## EXERCISE DIRECTIONS
Note each line of the entries that includes "nodes". Then copy those lines.

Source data

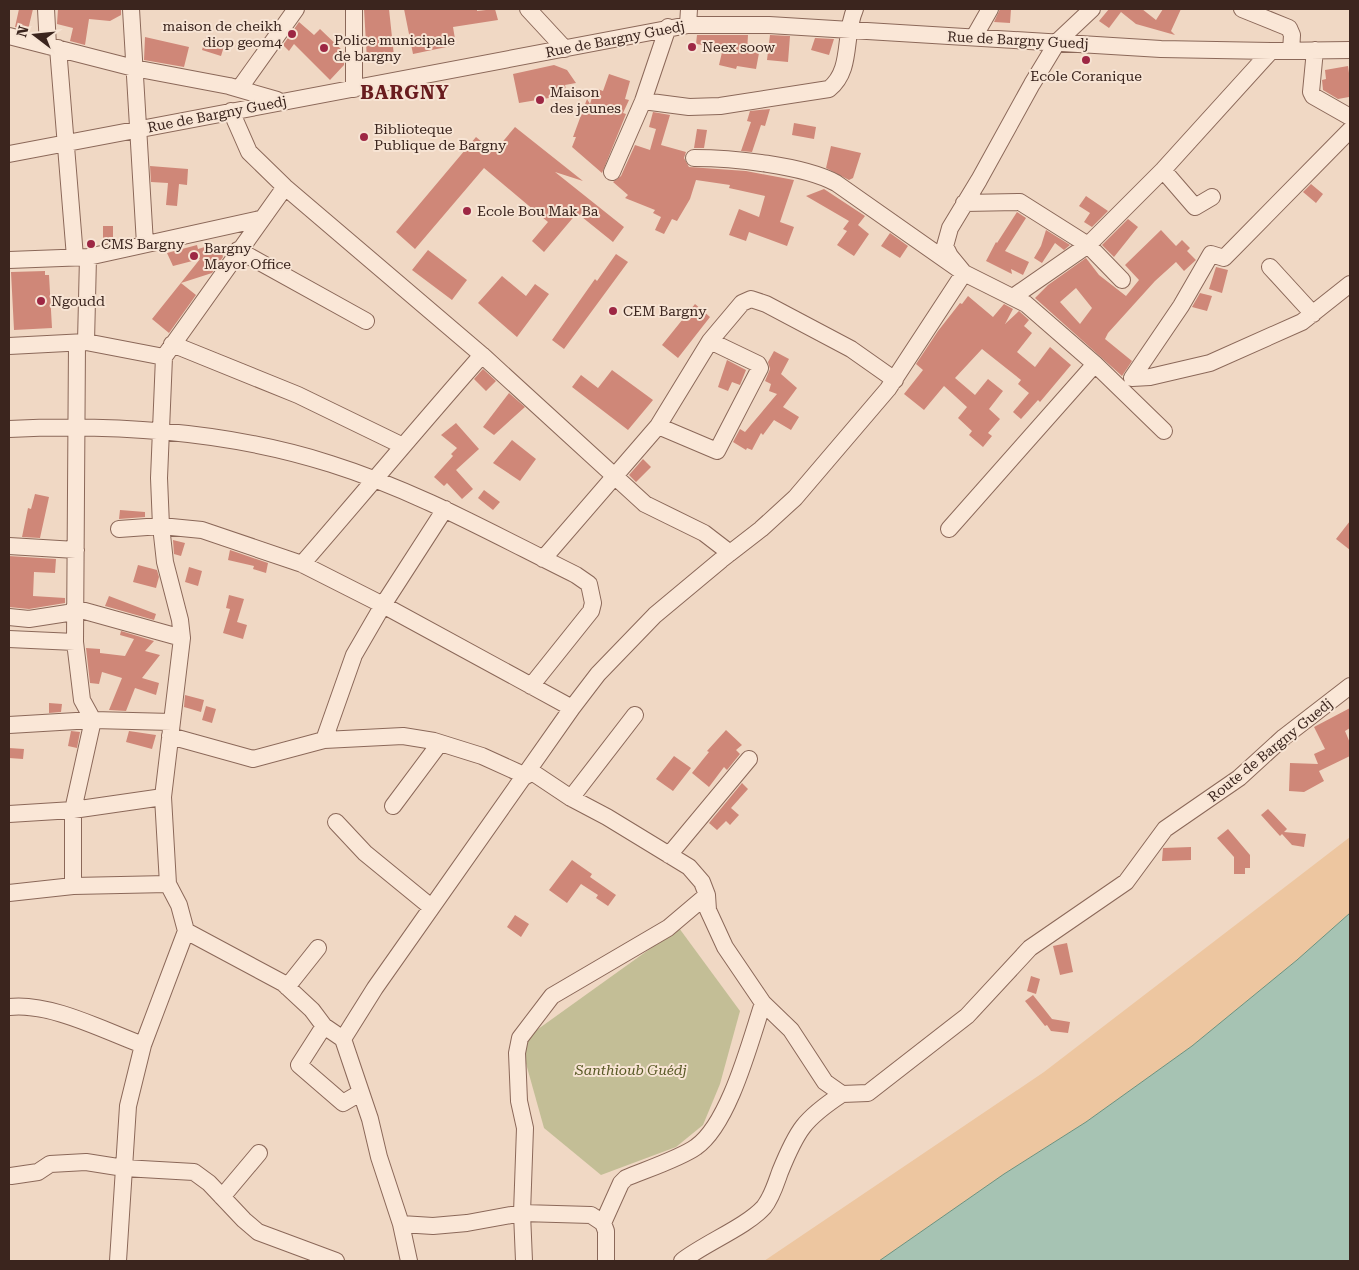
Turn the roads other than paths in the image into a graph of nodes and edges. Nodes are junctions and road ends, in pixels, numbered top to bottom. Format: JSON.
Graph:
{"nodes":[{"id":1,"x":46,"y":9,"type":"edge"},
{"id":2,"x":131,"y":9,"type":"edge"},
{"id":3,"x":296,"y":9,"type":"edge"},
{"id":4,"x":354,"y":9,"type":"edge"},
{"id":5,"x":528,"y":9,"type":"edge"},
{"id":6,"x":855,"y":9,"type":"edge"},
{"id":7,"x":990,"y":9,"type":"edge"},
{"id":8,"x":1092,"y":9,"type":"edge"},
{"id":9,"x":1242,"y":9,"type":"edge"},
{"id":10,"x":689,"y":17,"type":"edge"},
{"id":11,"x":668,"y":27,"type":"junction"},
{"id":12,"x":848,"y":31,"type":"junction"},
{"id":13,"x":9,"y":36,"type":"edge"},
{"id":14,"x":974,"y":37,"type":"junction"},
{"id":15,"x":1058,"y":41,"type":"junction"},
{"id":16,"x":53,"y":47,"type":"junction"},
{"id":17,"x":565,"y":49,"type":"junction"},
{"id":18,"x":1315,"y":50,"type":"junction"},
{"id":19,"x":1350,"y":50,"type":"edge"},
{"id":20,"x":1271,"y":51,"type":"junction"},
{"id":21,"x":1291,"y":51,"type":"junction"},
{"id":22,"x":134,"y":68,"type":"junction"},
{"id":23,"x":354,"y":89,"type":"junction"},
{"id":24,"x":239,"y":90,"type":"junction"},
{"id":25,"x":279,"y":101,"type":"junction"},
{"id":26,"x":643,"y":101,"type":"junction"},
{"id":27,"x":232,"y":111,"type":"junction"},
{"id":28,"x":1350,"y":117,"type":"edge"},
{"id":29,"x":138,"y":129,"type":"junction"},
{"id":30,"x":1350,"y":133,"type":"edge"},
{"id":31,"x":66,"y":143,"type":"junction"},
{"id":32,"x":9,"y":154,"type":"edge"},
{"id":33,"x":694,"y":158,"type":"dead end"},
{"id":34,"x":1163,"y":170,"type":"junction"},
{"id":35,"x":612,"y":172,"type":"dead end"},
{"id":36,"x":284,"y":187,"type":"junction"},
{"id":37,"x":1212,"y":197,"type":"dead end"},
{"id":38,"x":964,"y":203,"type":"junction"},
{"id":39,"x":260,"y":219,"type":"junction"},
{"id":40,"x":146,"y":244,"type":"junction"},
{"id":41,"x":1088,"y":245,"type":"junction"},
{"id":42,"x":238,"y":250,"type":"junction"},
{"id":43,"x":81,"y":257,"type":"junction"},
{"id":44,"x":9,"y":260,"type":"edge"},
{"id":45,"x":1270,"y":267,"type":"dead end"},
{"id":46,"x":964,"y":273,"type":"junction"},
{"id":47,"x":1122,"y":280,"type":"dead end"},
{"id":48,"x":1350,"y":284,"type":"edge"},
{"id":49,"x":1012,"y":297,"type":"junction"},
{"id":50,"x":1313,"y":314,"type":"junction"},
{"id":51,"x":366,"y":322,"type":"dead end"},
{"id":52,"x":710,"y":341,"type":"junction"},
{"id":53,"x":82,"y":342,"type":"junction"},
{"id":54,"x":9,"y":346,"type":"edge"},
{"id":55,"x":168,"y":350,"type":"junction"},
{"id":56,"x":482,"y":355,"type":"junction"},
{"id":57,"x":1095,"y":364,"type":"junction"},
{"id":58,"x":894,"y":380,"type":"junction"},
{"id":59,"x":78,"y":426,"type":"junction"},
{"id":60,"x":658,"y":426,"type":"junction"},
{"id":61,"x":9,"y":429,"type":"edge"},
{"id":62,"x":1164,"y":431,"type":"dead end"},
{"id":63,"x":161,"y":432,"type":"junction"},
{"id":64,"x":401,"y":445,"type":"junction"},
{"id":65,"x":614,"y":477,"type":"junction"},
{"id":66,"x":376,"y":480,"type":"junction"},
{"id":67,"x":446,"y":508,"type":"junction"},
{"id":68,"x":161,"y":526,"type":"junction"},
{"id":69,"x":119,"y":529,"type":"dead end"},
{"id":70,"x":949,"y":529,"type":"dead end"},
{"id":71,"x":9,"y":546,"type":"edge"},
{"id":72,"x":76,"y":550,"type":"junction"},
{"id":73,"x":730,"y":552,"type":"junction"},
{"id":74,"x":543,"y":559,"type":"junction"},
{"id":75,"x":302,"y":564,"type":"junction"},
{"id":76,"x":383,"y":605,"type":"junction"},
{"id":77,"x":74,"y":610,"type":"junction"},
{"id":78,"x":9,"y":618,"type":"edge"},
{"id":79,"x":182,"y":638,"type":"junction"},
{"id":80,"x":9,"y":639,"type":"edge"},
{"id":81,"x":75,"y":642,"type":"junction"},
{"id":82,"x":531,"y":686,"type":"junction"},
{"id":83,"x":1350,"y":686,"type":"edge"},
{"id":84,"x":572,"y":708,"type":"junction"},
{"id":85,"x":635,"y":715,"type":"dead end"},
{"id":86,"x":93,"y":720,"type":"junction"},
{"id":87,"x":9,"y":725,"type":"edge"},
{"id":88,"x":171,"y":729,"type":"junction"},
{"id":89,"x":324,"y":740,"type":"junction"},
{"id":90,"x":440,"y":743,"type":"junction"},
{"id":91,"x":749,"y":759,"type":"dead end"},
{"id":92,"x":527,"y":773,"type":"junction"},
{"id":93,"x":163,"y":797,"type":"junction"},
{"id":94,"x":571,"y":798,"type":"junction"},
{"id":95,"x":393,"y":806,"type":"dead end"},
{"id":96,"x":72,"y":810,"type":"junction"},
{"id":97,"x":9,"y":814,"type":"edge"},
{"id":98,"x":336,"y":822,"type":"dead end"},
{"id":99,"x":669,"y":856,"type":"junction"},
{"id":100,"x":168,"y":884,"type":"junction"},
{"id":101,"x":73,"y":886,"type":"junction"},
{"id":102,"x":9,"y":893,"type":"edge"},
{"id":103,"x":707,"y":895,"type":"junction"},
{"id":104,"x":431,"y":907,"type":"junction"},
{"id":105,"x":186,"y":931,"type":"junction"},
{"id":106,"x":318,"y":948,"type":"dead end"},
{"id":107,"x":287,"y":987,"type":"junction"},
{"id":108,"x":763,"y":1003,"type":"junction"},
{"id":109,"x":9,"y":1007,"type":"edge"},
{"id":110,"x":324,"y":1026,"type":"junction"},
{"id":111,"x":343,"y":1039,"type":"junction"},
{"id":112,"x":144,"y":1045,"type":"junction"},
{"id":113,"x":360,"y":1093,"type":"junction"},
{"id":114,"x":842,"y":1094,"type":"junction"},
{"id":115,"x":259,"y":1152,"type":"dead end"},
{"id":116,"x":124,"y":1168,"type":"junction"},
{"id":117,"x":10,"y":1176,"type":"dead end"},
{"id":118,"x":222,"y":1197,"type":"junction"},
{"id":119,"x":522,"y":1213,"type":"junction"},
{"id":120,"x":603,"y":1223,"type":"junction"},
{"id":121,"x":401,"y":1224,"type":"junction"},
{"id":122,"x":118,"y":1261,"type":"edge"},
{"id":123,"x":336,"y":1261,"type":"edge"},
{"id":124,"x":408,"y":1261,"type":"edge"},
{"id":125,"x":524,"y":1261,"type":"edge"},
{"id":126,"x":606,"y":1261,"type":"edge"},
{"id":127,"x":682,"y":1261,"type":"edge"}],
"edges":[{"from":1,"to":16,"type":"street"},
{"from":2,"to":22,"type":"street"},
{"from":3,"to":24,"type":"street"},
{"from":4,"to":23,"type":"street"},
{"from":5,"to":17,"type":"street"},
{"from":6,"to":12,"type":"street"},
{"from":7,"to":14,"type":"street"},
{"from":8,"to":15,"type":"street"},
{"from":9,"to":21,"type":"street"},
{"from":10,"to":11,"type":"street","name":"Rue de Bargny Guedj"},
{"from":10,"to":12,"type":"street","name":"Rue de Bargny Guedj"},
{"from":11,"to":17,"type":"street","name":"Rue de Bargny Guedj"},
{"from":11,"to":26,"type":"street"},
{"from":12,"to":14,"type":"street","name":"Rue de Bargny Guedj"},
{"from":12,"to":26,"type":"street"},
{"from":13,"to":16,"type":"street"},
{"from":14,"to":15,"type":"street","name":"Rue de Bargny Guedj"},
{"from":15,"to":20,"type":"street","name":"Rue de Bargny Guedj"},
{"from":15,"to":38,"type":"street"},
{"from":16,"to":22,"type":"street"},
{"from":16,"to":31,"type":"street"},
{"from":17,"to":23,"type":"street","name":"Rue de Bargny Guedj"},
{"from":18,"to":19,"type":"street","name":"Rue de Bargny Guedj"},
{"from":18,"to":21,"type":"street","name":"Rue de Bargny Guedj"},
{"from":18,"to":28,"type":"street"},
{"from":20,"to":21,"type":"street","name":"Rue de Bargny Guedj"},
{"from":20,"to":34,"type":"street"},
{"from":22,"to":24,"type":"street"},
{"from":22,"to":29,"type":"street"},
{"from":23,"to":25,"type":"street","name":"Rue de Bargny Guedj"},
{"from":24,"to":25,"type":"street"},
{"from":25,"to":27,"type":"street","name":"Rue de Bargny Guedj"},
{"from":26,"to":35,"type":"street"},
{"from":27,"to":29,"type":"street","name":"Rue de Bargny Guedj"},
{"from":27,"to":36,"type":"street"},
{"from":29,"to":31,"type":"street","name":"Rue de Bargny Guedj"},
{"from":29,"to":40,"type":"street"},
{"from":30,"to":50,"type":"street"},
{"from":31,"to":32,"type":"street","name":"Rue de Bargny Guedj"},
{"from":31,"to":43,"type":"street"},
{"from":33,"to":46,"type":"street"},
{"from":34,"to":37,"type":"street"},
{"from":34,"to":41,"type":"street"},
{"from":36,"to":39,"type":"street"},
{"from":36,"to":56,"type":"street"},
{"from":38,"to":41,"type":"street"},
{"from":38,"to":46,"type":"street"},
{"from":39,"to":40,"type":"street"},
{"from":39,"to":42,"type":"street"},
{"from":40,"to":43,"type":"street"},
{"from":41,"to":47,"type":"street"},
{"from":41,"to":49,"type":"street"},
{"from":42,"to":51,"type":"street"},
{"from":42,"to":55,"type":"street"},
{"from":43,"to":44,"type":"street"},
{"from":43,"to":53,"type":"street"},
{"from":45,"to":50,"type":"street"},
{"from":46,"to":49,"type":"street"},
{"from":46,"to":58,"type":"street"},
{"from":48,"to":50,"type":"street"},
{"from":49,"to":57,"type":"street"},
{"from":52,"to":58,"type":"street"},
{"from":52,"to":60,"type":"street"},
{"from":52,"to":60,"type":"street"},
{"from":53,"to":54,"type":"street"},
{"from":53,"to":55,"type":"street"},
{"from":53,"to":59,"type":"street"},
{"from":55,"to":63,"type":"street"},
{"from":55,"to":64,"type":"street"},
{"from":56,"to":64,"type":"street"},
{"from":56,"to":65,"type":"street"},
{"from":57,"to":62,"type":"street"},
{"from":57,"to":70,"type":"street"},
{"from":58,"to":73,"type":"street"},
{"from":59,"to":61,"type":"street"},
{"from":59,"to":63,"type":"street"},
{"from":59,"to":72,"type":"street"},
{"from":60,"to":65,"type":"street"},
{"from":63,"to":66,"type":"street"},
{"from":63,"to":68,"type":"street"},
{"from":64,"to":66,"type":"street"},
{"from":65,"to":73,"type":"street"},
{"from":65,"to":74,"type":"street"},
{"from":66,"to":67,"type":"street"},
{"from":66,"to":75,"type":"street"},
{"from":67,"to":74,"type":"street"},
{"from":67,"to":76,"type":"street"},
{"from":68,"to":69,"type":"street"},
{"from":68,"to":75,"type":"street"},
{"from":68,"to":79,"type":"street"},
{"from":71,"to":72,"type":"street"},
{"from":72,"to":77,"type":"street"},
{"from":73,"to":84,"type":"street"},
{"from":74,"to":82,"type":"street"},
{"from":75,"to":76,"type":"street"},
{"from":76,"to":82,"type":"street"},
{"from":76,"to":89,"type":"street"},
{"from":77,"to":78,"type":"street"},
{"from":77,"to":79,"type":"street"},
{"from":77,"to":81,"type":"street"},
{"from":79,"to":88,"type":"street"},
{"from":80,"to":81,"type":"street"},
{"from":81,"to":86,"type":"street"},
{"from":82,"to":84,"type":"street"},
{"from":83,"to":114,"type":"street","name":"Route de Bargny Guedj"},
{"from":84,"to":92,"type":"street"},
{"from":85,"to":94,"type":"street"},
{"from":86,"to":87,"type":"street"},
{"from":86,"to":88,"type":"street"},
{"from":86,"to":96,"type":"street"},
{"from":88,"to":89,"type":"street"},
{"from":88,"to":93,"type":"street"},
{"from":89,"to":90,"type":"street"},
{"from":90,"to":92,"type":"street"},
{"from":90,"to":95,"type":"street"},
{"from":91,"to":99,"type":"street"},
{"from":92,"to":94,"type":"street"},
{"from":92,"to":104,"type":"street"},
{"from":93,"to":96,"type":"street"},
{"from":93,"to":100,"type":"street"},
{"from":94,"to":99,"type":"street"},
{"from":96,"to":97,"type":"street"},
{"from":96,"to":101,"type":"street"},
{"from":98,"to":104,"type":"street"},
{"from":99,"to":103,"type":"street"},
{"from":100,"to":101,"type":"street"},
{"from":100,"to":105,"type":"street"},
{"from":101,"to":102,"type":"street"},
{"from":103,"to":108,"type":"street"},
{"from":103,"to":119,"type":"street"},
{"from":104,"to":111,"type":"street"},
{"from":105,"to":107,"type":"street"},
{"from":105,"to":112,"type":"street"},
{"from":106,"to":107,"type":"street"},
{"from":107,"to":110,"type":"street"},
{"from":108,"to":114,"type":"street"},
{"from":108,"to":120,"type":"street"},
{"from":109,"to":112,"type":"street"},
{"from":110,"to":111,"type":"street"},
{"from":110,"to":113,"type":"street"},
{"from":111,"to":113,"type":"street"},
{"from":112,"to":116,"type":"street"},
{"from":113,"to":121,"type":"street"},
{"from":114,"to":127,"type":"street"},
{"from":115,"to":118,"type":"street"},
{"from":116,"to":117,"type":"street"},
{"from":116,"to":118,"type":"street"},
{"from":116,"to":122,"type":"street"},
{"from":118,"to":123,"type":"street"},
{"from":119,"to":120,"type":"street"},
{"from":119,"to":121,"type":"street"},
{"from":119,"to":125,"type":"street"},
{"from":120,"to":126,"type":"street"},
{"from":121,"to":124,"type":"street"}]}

## COMPLETED EXERCISE
Turn the roads other than paths in the image into a graph of nodes and edges. Nodes are junctions and road ends, in pixels, numbered top to bottom. Format: JSON.
{"nodes":[{"id":1,"x":46,"y":9,"type":"edge"},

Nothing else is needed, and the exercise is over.